Das mache das Gesetz in den Augen seiner Kritiker so gefährlich macht. Die Petition der Kritiker finde in der israelischen Öffentlichkeit bisher jedoch ein eher "indifferentes" Echo, berichtet Aßmann. Auch wenn es Proteste von Kulturschaffenden und Politikern gibt, Petitionen unterschrieben und Klagen eingereicht werden, auf der Straße gäbe es bei den jüdischen Israelis ein "rhetorisches Schulterzucken". Das liege wiederum daran, dass das Gesetz zwar wahrgenommen werde, aber vage formuliert sei. Zudem falle die Einführung des Gesetzes in die Sommerpause des israelischen Parlaments. Dennoch könne man die jetzigen Proteste als Beginn einer größeren Welle sehen:
Zwei Klassen von Bürgern
"Es gab bereits erste Demonstrationen unter anderem in Tel Aviv, es soll weitere, größere geben, nicht nur der Bevölkerungsgruppen der Araber und der Drusen, die sich hier benachteiligt sehen, sondern eben auch unter Einbindung anderer Gruppen im Land. Es hat Rücktritte gegeben von drusischen Offizieren in der Armee, die gesagt haben, wir sind jetzt hier Bürger zweiter Klasse, wir wollen hier nicht länger dienen. Sogar der Staatspräsident hat das Gesetz kritisiert. Ich glaube, dass wir jetzt erst den Anfang des Protestes erleben und dass aus diesen ganzen einzelnen Stimmen ein sehr lauter Chor werden könnte."
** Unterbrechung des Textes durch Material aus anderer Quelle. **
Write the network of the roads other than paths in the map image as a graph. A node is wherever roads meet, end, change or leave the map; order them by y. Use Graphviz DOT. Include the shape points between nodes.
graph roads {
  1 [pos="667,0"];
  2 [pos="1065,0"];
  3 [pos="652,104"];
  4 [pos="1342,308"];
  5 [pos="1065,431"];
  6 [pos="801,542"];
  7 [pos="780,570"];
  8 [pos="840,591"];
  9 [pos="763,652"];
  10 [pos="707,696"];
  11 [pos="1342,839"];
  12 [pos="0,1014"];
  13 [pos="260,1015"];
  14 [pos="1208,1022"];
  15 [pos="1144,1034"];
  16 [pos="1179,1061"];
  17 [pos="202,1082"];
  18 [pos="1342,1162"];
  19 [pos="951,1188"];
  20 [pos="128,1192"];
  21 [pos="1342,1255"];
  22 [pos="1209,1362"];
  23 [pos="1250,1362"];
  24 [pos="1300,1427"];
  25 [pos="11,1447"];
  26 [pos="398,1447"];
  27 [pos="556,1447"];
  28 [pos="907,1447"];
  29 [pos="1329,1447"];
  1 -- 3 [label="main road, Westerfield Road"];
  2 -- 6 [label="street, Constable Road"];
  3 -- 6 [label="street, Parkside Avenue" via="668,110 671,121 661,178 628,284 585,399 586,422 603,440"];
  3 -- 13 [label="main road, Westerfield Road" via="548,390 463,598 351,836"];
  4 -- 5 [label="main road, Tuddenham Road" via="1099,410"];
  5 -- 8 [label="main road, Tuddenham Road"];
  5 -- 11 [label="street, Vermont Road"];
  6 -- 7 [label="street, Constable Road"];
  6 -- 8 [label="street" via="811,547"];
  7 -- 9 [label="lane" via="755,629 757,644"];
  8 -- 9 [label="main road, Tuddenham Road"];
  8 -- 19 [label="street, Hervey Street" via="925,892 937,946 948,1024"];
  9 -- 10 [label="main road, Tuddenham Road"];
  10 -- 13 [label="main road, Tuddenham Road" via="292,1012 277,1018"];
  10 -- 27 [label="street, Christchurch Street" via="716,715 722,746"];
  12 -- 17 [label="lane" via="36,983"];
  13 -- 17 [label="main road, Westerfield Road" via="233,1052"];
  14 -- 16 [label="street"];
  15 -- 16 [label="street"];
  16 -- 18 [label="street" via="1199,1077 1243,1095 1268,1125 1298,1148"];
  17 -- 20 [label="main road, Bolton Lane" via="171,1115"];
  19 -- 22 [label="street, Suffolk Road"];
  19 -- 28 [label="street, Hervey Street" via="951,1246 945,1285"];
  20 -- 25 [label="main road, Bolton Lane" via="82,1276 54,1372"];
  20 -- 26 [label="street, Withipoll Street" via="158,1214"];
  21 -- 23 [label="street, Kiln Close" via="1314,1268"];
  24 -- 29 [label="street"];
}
Unter den Kritikern ist auch der Historiker Yuval Noah Harari, Autor des Bestsellers "Eine kurze Geschichte der Menschheit". Er hatte seine Teilnahme an einer Veranstaltung des israelischen Konsulats in Los Angeles abgesagt. Er sei stolz darauf, ein Israeli zu sein, aber das Konsulat sei der verlängerte Arm einer Regierungspolitik, die die Presse-und Meinungsfreiheit einschränke.
Kritik ist nicht erwünscht
Für Tim Aßmann ist besonders der Protest des Historikers ein Symbol für den "grundsätzlichen Konflikt den Israels Kulturszene schon sehr, sehr lange mit dieser Regierung hat." So habe die zuständige Ministerin für das Kulturleben in Israel, Miriam Regev, schon länger einen harten Kurs gegen die israelische Kulturszene gefahren, indem sie Theatern und anderen Kultureinrichtungen, die sich weigerten, in jüdischen Siedlungen in besetzten Gebieten aufzutreten, die Förderung gekürzt hat. Aber auch internationale Stars stellen sich gegen die israelische Regierung. So verweigerte Natalie Portman, die in Jerusalem geboren wurde, einen gemeinsamen Auftritt mit Premierminister Benjamin Netanjahu bei einer Preisverleihung, weil die Schauspielerin nicht mit ihm auf einer Bühne stehen wollte.
Auch wenn die Unterzeichner der Petition nicht im Einzelnen mit Konsequenzen rechnen müssen, so ist Kritik an der Politik der rechts-religiösen Regierung nicht gewünscht und somit, erklärt Tim Aßmann, wird das Klima eisig bleiben.